1987年にイタリアに設立された自動車メーカー、ブガッティ・アウトモビリSpAは、1991年に初の市販モデルとなるスーパーカー「EB110GT」を発表しました。初代ブガッティ社の創設者であるエットーレ・ブガッティの生誕110年を記念して命名されたこのモデルは、ロードカーとして世界トップレベルの性能を誇りました。
車体にCFRPやカーボン素材を採用
車体の構造はCFRP(炭素繊維強化プラスチック)製のシャシーとカーボン製モノコックボディシェルの組み合わせで、ボディパネルにはアルミニウムが採用されました。ボディタイプはフィクスドヘッドの2ドア・クーペのみの設定で、エクステリア・デザインはマルチェロ・ガンディーニの原案をベースに修正を加えたものが採用されました。
そのスタイリングは、ウェッジシェイプのベルトラインと曲面ガラスで構成されたキャノピーが特徴でした。また、ヘッドランプはプレクシガラスで覆われた角型固定4灯式で、リアには可変式のスポイラーが装備されていました。

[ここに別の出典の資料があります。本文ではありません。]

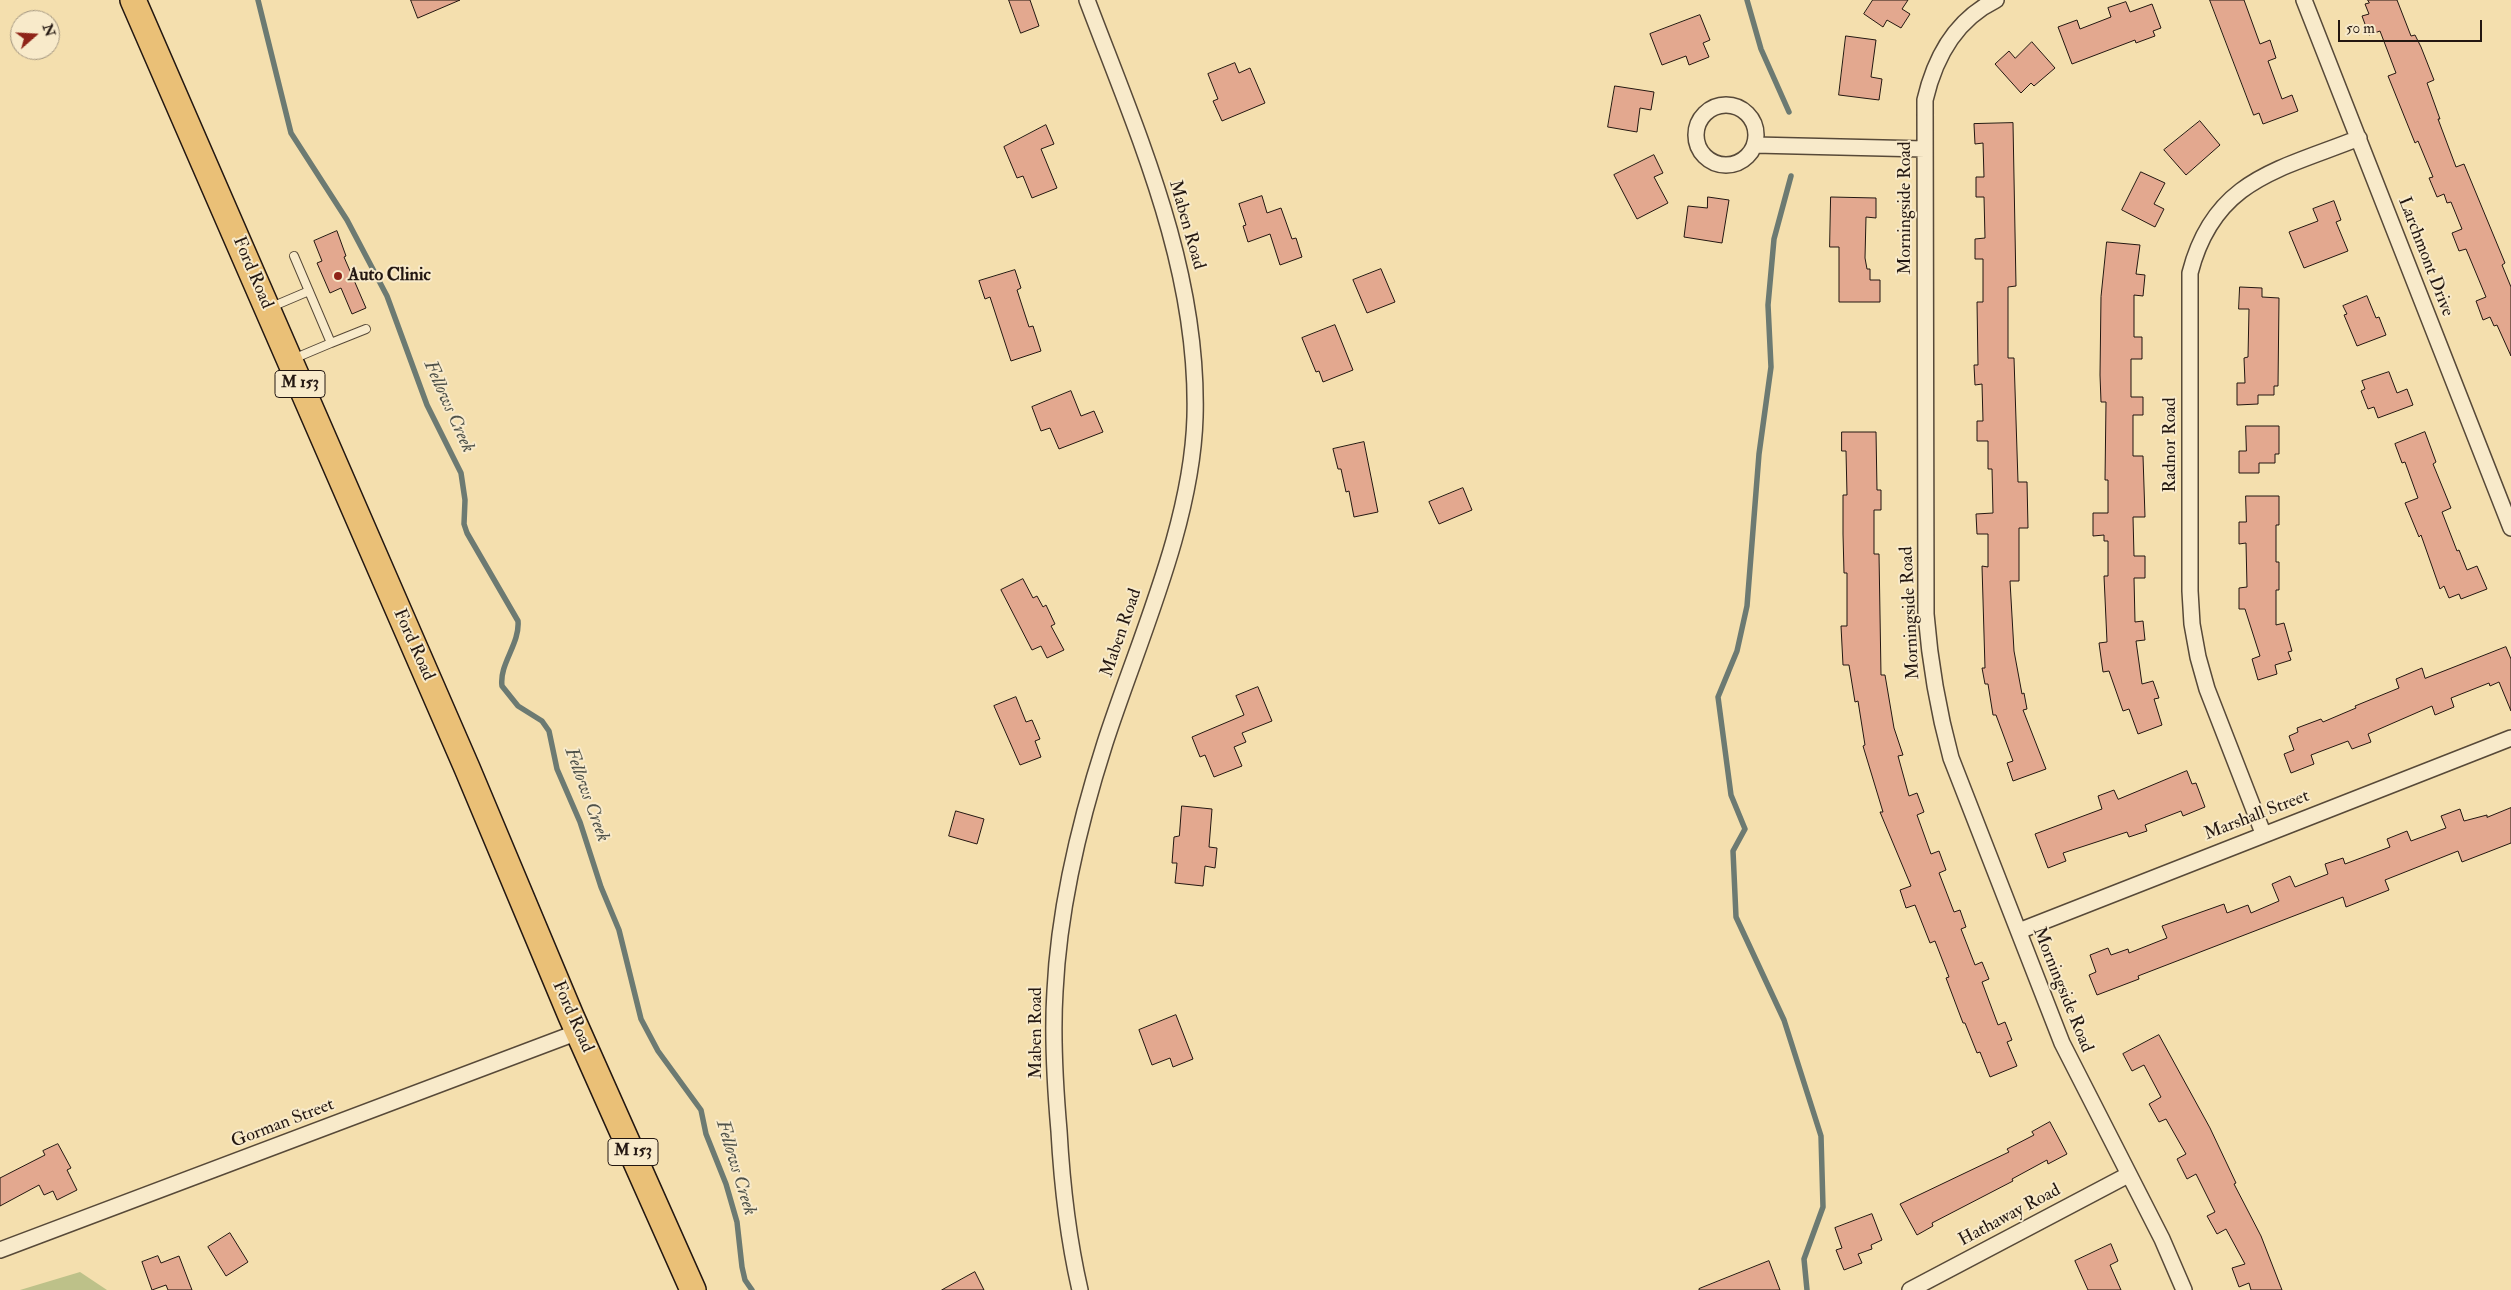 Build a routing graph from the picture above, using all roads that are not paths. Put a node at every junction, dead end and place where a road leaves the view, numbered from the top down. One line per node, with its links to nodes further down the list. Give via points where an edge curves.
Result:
1 (133, 0): 10 (main road, Ford Road / M 153)
2 (1087, 0): 22 (street, Maben Road, via 1168,219 1187,305 1195,389 1192,453 1180,516 1091,787 1075,848 1062,920 1055,990 1054,1061 1062,1173 1072,1255)
3 (1996, 0): 7 (street, Morningside Road, via 1960,26 1941,53 1925,100)
4 (2304, 0): 5 (street, Larchmont Drive)
5 (2359, 138): 14 (street, Larchmont Drive); 16 (street, Radnor Road, via 2266,175 2239,191 2206,228 2190,273 2192,624 2207,689)
6 (1755, 144): 6 (street, via 1754,124 1745,111 1736,106 1714,107 1705,113 1698,126 1699,147 1713,162 1732,165 1742,161); 7 (street)
7 (1925, 149): 17 (street, Morningside Road, via 1926,614 1930,666 1951,758)
8 (294, 256): 9 (lane)
9 (309, 291): 10 (lane); 12 (lane)
10 (267, 309): 13 (main road, Ford Road / M 153)
11 (366, 329): 12 (lane)
12 (331, 344): 13 (lane)
13 (290, 361): 18 (main road, Ford Road / M 153)
14 (2511, 528)
15 (2511, 738): 16 (street, Marshall Street)
16 (2263, 833): 17 (street, Marshall Street)
17 (2019, 931): 19 (street, Morningside Road, via 2074,1070)
18 (578, 1032): 20 (street, Gorman Street); 21 (main road, Ford Road / M 153)
19 (2128, 1175): 23 (street, Hathaway Road); 24 (street, Morningside Road, via 2162,1239)
20 (0, 1250)
21 (693, 1290)
22 (1080, 1290)
23 (1910, 1290)
24 (2184, 1290)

ボディ・ディメンションは全長4,400mm×全幅1,940mm×全高1,125mm、ホイールベース2,550mmでした。
リヤミッドシップ+フルタイム4WDを採用
競合モデルのひとつである「ランボルギーニ・ディアブロ」と比較すると、全高をのぞき一回りコンパクトなものでした。一方、車両重量はそれよりも若干重い1,618kgでした。駆動方式はフルタイム4WDで、エンジンは排気量3.5LのV12DOHC60バルブ・4連ターボチャージャー仕様が車体ミッドに縦置きで搭載されました。
スペックは最高出力560ps/8,000rpm・最大トルク63kgm/3,750rpmで、6速MTとの組み合わせにより最高速度342km/h・0-100km/h加速3.46sのパフォーマンスを発揮しました。5.7L V12DOHC NAエンジン(最高出力499ps/最大トルク59.1kgm)を搭載するディアブロと比較すると、最高速度で16km/h勝り、静止から100km/hまで0.6sほど速く到達しました。
サスペンション形式は4輪ダブルウィッシュボーン式で、ステアリング形式はロック・トゥ・ロック2.8回転のパワーアシスト付ラック&ピニオン式が採用されました。また、ブレーキは前後とも332mm径のディスクローターが備わるベンチレーテッド・ディスク式(ABS付)で、ホイール&タイヤはフロントに9J×18インチホイール+245/40ZR18タイヤが、リアに12J×18インチホイール+325/30ZR18タイヤが装着されました。
さらなる高性能版を追加
そして翌1992年に、エンジンのアウトプットを最高出力600ps/8,250rpm・最大トルク65kgm/4,000rpmまで高めて搭載し、固定式のリアスポイラーを採用した「SS(スーパースポーツ)」が追加されました。パフォーマンスは、最高速度350km/h・0-100km/h加速3.35sまで向上を果たしていました。
そして1995年、ブガッティ・アウトモビリSpAの経営破綻にともない、生産終了となりました。